### About this task
Every record should be copied exactly, and the images omitted.

*** Block opens ***

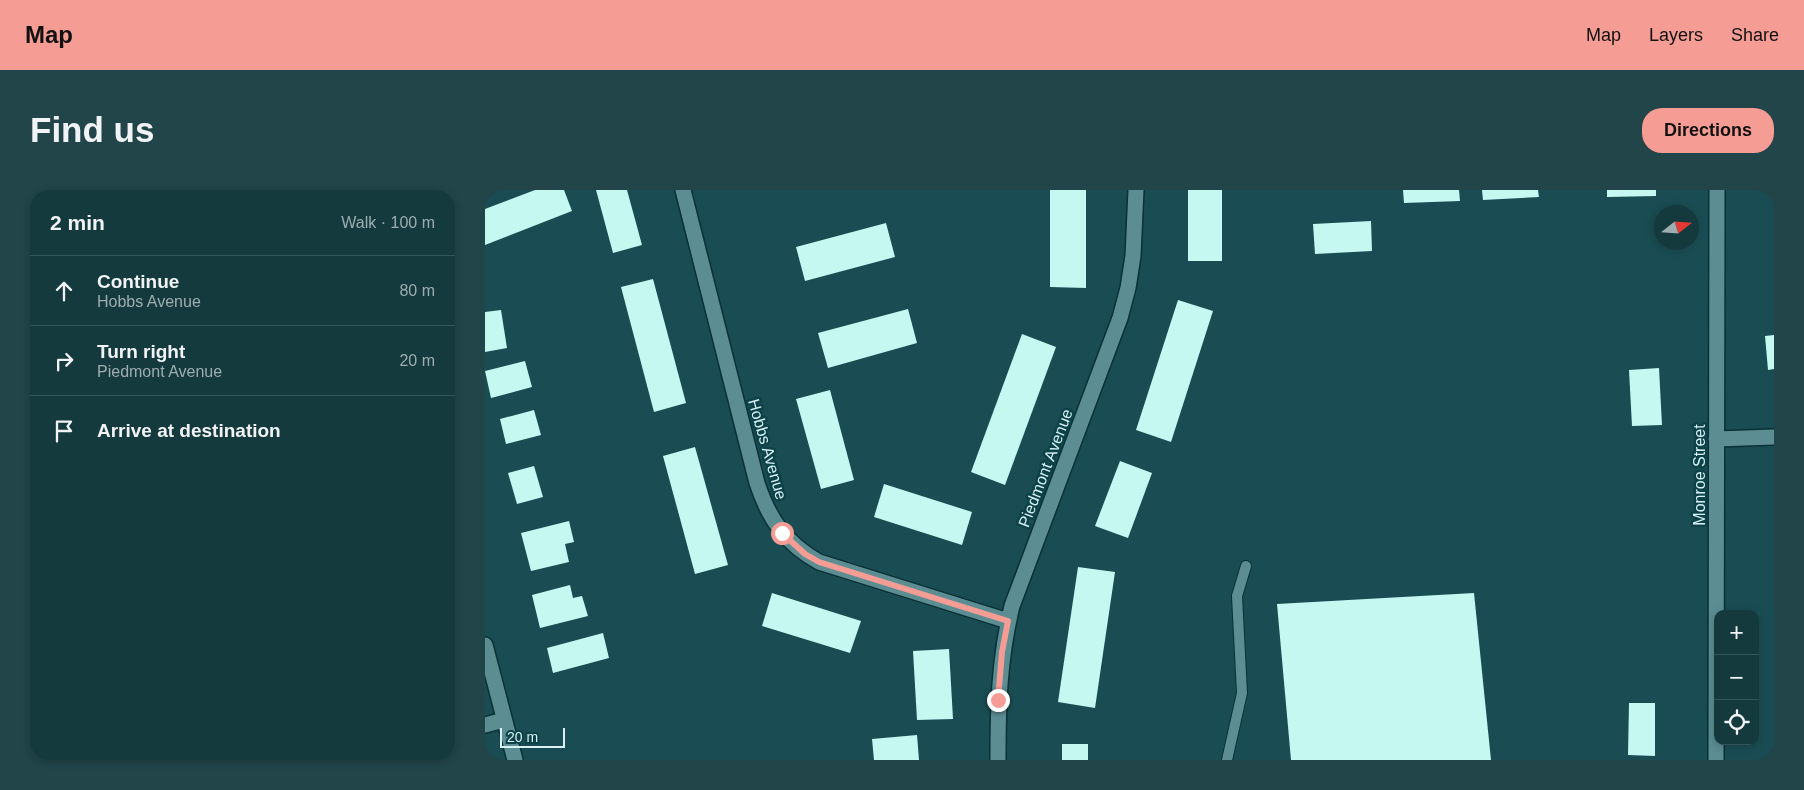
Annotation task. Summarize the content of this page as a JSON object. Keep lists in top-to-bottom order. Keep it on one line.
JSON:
{"streets":{"street":["Hobbs Avenue","Piedmont Avenue","Monroe Street"]},"crossings":[["Hobbs Avenue","Piedmont Avenue"]],"scale_bar":"20 m","north":"right","page":{"header":"Map","nav":["Map","Layers","Share"],"buttons":"Directions","title":"Find us","heading":["2 min","Walk · 100 m"],"list":[["Continue","Hobbs Avenue","80 m"],["Turn right","Piedmont Avenue","20 m"],"Arrive at destination"],"map_buttons":["+","−"],"scale":"20 m"}}
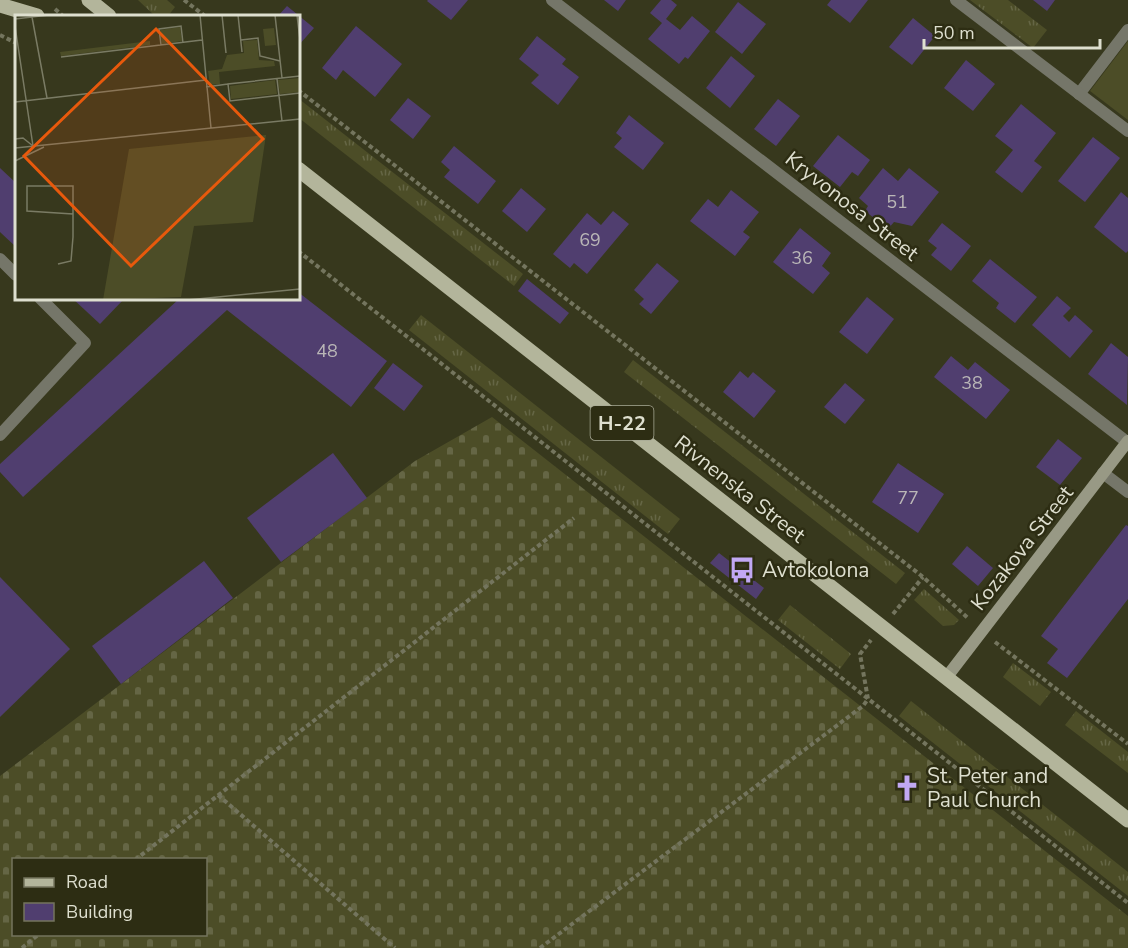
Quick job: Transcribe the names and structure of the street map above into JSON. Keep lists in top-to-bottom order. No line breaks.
{"streets":{"main road":["Н-22","Rivnenska Street"],"street":["Kryvonosa Street","Kozakova Street"]},"crossings":[["Kryvonosa Street","Kozakova Street"],["Rivnenska Street","Kozakova Street"]],"places":{"bus stop":["Avtokolona"],"church":["St. Peter and Paul Church"]},"house_numbers":["51","69","36","48","38","77"],"legend":["Road","Building"],"scale_bar":"50 m"}
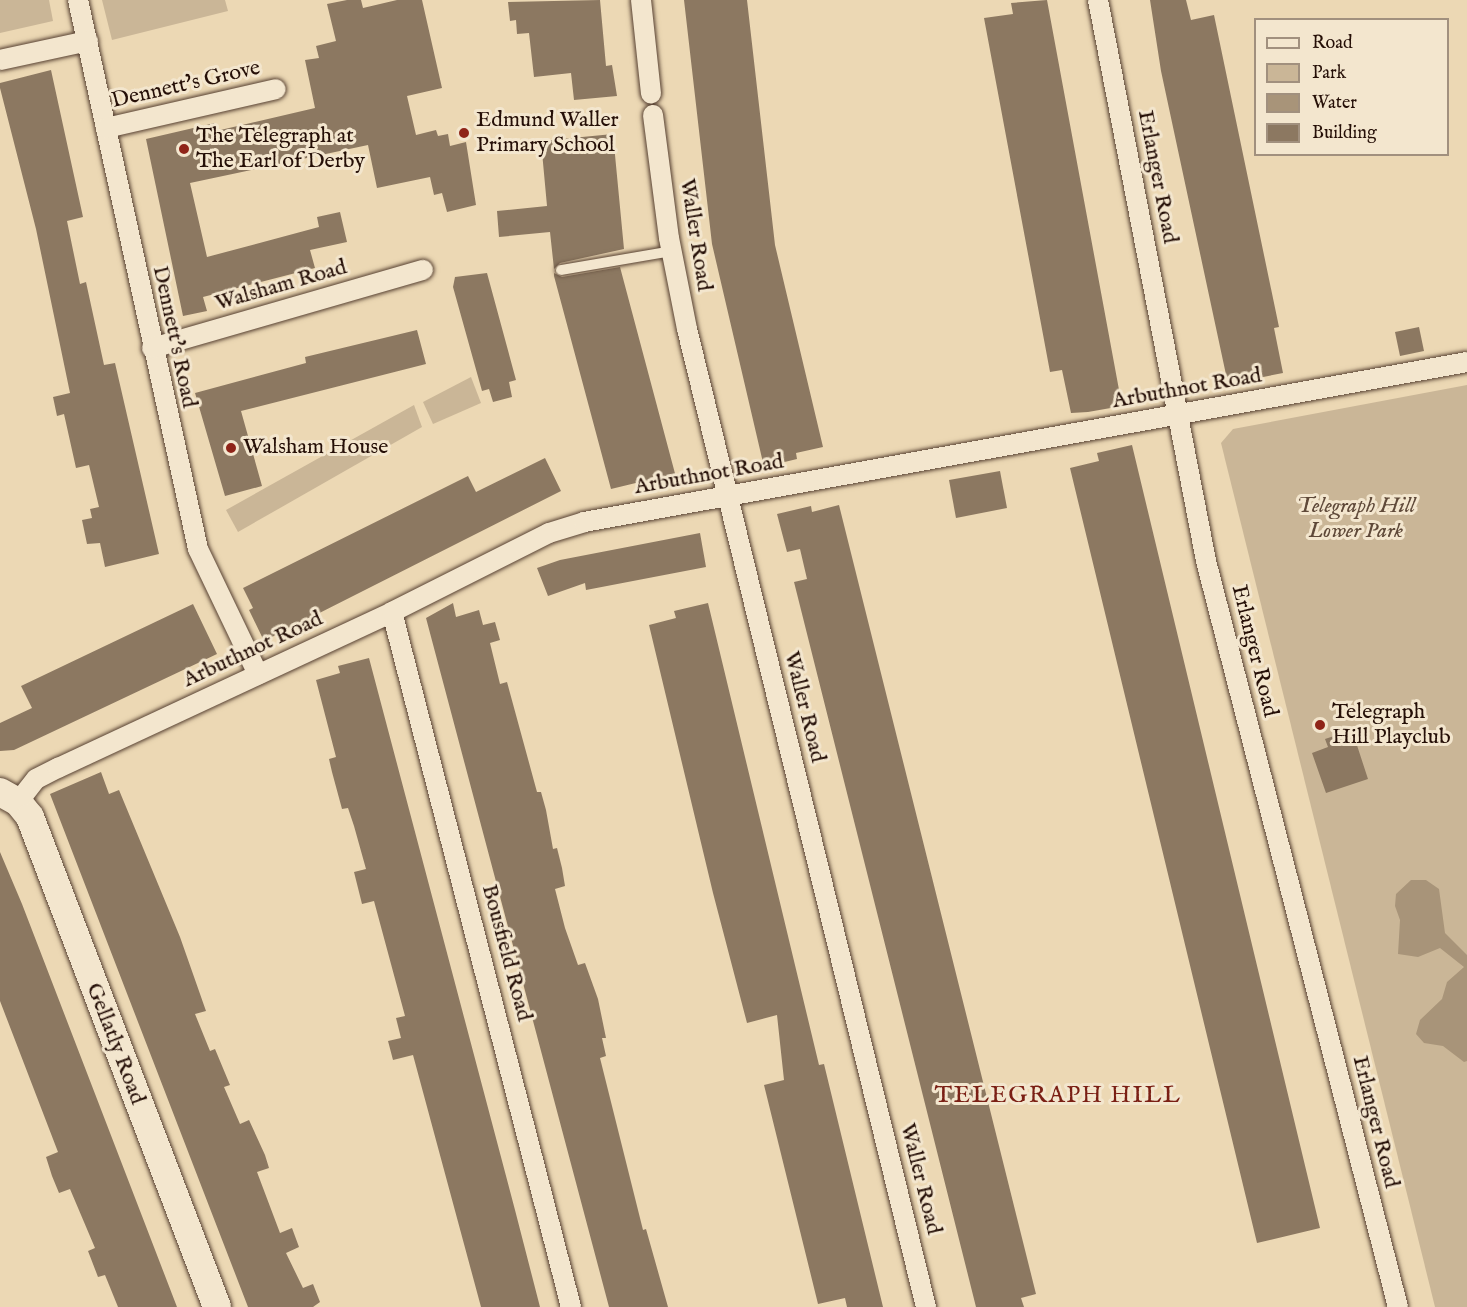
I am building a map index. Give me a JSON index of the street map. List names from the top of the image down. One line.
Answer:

*** Block closes ***

### Reply
Annotation task. Summarize the content of this page as a JSON object. Keep lists in top-to-bottom order. Keep it on one line.
JSON:
{"streets":{"street":["Hobbs Avenue","Piedmont Avenue","Monroe Street"]},"crossings":[["Hobbs Avenue","Piedmont Avenue"]],"scale_bar":"20 m","north":"right","page":{"header":"Map","nav":["Map","Layers","Share"],"buttons":"Directions","title":"Find us","heading":["2 min","Walk · 100 m"],"list":[["Continue","Hobbs Avenue","80 m"],["Turn right","Piedmont Avenue","20 m"],"Arrive at destination"],"map_buttons":["+","−"],"scale":"20 m"}}
Quick job: Transcribe the names and structure of the street map above into JSON. Keep lists in top-to-bottom order. No line breaks.
{"streets":{"main road":["Н-22","Rivnenska Street"],"street":["Kryvonosa Street","Kozakova Street"]},"crossings":[["Kryvonosa Street","Kozakova Street"],["Rivnenska Street","Kozakova Street"]],"places":{"bus stop":["Avtokolona"],"church":["St. Peter and Paul Church"]},"house_numbers":["51","69","36","48","38","77"],"legend":["Road","Building"],"scale_bar":"50 m"}
I am building a map index. Give me a JSON index of the street map. List names from the top of the image down. One line.
Answer:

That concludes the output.